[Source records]
•••••
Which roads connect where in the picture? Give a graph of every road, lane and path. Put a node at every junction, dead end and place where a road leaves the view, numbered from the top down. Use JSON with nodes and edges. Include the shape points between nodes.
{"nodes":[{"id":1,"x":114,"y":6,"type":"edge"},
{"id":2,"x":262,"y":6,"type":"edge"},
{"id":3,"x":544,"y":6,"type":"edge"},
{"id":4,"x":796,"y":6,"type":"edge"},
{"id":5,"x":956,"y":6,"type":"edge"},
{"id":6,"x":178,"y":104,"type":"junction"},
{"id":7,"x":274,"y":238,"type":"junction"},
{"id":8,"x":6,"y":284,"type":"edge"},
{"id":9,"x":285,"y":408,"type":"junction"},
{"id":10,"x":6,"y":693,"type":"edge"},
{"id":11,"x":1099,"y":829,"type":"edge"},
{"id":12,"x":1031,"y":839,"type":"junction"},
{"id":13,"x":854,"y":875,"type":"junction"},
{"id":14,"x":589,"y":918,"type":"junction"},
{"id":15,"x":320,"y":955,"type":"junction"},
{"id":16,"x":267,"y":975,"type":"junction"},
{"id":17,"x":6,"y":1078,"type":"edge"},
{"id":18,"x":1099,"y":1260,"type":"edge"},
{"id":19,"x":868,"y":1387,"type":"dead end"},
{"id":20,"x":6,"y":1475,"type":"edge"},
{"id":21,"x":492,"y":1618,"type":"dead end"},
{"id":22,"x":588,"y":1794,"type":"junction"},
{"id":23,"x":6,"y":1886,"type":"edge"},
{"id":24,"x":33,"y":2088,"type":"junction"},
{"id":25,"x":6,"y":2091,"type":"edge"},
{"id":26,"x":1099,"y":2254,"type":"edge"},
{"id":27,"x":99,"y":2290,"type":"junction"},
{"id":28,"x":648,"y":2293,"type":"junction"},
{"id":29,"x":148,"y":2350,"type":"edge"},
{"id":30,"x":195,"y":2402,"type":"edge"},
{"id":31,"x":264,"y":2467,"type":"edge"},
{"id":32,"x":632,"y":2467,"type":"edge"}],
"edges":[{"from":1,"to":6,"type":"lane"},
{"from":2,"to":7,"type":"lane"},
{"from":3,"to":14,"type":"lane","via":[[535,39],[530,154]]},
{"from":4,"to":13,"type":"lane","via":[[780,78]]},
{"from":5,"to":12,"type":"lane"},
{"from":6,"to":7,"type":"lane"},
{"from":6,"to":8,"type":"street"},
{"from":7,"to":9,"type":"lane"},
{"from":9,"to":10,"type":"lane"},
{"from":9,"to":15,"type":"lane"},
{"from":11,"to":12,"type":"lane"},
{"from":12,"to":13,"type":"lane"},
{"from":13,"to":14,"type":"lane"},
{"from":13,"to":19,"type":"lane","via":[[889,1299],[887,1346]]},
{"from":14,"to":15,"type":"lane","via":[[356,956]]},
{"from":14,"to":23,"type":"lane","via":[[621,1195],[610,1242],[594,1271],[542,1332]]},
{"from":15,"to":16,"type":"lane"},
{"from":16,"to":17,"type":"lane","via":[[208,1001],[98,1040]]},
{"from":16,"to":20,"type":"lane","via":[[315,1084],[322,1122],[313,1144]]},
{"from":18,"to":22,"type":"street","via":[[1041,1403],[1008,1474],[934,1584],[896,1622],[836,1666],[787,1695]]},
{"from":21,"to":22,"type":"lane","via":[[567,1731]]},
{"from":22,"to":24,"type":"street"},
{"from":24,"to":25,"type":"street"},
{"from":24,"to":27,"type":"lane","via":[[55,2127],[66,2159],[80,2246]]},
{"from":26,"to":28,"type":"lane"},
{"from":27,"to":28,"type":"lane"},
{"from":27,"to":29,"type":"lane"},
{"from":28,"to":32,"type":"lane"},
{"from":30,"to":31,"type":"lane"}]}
•••••
Task instructions:
Scan the entries and show every line in which the word "nodes" is found.

Task output:
Which roads connect where in the picture? Give a graph of every road, lane and path. Put a node at every junction, dead end and place where a road leaves the view, numbered from the top down. Use JSON with nodes and edges. Include the shape points between nodes.
{"nodes":[{"id":1,"x":114,"y":6,"type":"edge"},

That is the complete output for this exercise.